In particular, Undecided Voters reacted strongly when the candidates were discussing healthcare and Biden (after being continuously interrupted by President Trump with “You just lost the left”) jabbed: “He (Trump) is not for anyone needing help for people needing healthcare because he has in fact already cost 10 million people their healthcare that they had from their employers because of his recession.”
Further, during discussions about the Economy, when Biden was discussing his economic plan, Trump began to interject “That is 100 Trillion… more money than our country can make in 100 years”. Leading up to this point, Trump had interrupted calling Biden’s plan “the dumbest, most ridiculous” and suggested Biden wanted to “take out the cows too.”
Who do Undecideds side with more? Trump or Biden Voters?
In most of the salient moments for Undecideds, both Trump and Biden voters also reacted. In the first case regarding Obamacare, Undecideds reacted strongly while Biden and Trump voters’ reactions were less strong. All voter groups reacted strongly to Biden’s comment that regarding Trump, “He is so unpresidential.”

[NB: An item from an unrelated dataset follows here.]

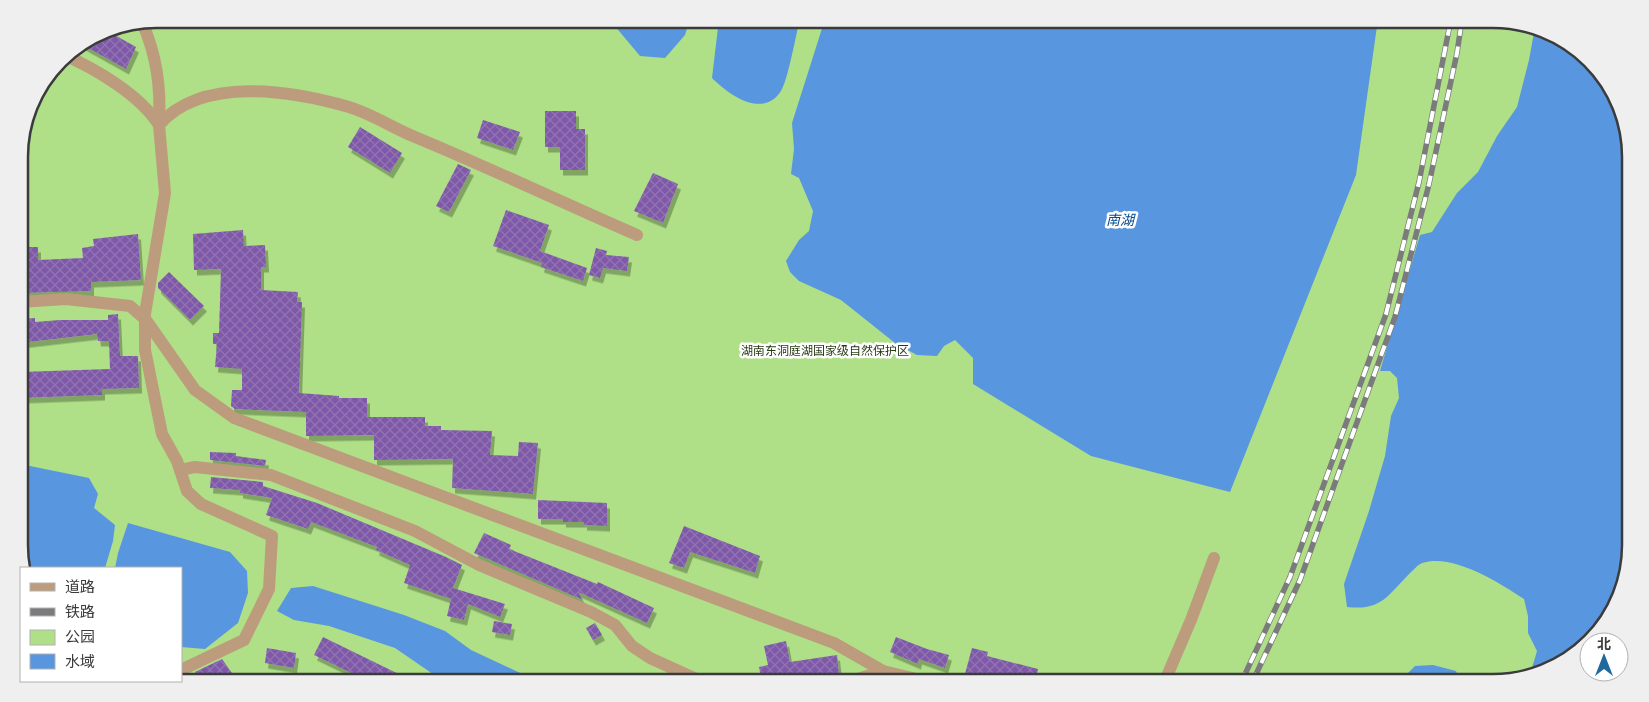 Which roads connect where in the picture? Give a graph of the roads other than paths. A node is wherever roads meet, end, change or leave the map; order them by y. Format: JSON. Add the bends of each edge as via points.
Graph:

But it does seem for the remaining Undecided salient moments, that Undecided voter reactions may be more similar to that of Trump voters. However, it is important to mention that we since we only measured GSR (galvanic skin response – emotional arousal), we can’t be sure whether participants were reacting more positively or negatively to the moment. Therefore, it is possible that while Trump, Biden, or Undecided voters may have been reacting strongly, it’s not clear if it was a positive or negative response to what was happening. Therefore, while Trump and Undecided voters both reacted to a moment, it’s not clear they felt the same about that particular moment.

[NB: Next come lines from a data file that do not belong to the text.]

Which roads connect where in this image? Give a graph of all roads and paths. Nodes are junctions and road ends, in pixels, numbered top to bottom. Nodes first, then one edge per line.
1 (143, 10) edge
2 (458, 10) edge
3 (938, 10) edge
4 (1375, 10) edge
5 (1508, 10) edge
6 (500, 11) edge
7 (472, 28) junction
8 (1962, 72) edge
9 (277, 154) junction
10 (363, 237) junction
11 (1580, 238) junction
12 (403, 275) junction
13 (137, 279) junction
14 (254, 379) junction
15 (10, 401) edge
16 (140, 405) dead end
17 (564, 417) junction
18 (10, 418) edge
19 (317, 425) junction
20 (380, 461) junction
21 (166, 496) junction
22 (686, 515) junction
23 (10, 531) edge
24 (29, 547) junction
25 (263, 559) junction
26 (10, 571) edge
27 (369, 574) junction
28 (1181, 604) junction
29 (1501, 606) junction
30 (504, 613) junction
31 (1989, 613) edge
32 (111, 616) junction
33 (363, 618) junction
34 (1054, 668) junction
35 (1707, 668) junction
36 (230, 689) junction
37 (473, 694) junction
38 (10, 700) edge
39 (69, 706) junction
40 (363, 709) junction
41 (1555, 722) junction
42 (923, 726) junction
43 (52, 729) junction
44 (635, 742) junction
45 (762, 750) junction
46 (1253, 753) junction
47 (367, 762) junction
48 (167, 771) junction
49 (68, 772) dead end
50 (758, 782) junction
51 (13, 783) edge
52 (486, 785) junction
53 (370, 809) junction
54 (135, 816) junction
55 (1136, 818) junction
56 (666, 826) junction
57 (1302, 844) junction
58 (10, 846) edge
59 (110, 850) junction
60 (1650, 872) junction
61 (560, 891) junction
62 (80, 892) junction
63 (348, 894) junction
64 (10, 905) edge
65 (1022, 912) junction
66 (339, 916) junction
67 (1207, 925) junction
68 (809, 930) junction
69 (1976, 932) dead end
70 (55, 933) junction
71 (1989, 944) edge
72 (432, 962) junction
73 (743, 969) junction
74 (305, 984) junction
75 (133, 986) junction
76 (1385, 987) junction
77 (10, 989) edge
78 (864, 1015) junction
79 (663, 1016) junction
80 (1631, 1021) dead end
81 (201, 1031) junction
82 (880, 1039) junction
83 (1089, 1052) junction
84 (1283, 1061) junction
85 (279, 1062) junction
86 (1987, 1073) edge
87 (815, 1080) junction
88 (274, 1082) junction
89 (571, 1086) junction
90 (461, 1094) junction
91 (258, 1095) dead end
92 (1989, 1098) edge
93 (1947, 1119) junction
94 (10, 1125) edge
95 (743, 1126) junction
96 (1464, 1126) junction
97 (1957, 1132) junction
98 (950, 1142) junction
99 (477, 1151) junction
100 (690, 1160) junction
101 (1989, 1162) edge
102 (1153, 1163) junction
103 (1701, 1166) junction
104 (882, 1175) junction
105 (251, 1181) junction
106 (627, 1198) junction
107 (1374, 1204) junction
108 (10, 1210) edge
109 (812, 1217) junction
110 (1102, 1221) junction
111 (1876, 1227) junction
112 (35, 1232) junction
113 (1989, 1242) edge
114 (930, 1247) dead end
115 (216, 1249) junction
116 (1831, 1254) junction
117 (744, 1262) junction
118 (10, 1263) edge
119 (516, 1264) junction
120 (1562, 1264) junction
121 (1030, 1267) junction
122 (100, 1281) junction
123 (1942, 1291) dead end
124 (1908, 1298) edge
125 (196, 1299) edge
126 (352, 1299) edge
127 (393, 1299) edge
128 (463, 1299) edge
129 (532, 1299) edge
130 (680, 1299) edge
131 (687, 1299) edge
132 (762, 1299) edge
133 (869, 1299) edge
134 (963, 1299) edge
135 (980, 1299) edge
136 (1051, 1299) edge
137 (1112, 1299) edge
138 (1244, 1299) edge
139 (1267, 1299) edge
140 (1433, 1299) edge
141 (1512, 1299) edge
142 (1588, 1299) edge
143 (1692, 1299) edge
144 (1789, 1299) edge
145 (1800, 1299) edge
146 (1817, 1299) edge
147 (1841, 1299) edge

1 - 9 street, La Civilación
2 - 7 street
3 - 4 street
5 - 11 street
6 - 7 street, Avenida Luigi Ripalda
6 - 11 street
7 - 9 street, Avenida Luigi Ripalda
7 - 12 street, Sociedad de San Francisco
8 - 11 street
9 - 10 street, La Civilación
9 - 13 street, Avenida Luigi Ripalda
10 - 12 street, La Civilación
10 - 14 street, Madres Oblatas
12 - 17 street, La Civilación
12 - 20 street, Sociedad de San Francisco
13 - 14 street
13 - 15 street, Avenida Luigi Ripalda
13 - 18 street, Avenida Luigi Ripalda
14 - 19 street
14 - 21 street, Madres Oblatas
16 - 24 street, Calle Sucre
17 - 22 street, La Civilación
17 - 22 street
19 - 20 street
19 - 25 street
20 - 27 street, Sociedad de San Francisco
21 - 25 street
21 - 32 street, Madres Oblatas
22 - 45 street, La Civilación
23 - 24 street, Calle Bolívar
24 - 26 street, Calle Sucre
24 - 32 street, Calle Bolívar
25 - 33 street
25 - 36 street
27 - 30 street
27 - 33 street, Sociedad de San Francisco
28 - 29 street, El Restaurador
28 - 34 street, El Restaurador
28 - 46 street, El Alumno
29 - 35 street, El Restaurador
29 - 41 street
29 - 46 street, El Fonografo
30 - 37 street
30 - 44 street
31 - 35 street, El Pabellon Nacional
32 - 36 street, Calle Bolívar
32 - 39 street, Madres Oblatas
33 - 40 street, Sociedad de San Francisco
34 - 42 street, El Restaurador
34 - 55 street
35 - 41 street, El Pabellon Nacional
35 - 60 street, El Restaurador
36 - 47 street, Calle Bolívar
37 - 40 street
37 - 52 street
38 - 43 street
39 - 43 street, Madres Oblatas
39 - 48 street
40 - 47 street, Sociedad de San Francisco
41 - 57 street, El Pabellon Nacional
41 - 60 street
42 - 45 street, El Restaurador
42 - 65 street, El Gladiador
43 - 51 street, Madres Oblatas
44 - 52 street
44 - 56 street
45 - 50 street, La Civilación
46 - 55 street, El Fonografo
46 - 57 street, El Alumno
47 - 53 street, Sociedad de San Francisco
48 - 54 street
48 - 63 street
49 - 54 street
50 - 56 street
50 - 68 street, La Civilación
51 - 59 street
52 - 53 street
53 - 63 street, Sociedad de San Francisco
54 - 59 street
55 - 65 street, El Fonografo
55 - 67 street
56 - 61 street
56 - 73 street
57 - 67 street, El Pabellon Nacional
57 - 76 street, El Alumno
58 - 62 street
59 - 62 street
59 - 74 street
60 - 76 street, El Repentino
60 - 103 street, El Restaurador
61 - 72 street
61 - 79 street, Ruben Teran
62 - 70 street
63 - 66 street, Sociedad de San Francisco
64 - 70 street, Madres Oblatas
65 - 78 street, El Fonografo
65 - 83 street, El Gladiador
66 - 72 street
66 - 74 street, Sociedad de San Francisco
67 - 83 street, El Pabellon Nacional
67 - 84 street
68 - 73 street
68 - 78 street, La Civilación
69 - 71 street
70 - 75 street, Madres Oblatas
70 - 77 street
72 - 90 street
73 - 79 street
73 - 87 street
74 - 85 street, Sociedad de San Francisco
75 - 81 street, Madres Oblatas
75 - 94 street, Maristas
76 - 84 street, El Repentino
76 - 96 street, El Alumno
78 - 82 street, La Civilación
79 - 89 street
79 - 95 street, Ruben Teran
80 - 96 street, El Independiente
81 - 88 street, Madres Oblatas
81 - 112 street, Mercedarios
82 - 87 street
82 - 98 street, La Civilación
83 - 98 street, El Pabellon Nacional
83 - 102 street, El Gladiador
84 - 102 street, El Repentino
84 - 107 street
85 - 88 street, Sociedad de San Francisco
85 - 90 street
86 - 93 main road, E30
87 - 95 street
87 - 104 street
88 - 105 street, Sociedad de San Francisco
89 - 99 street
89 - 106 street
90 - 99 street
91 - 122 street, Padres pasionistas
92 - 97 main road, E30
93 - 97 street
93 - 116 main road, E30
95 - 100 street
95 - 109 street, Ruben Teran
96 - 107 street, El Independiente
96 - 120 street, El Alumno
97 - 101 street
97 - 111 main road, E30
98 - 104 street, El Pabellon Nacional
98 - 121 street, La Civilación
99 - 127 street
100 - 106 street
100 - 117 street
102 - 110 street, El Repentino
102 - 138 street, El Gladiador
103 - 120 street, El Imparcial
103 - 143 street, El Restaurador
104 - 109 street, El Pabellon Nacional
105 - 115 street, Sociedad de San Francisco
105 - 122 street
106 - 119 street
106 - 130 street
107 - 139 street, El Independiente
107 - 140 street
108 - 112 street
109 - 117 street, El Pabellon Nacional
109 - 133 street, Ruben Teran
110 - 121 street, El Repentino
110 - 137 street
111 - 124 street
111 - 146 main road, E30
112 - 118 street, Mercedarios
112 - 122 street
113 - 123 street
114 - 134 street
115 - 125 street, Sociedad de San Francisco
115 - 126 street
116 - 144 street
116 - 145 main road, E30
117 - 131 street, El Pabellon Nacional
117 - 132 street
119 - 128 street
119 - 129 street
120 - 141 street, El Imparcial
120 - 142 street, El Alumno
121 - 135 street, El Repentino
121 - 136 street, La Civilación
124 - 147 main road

We also conducted a brief survey pre- and post-debate among participants regarding who they thought would win and who would benefit most before the debate, as well as who they thought won and if their opinion of the candidate changed after the debate. Interestingly, while only a third of Undecided Voters said they thought Biden would win before the debate, the majority of Undecideds agreed after the debate that Biden had in fact won. Nearly half of Undecideds said their opinion changed more towards Biden after viewing the debate.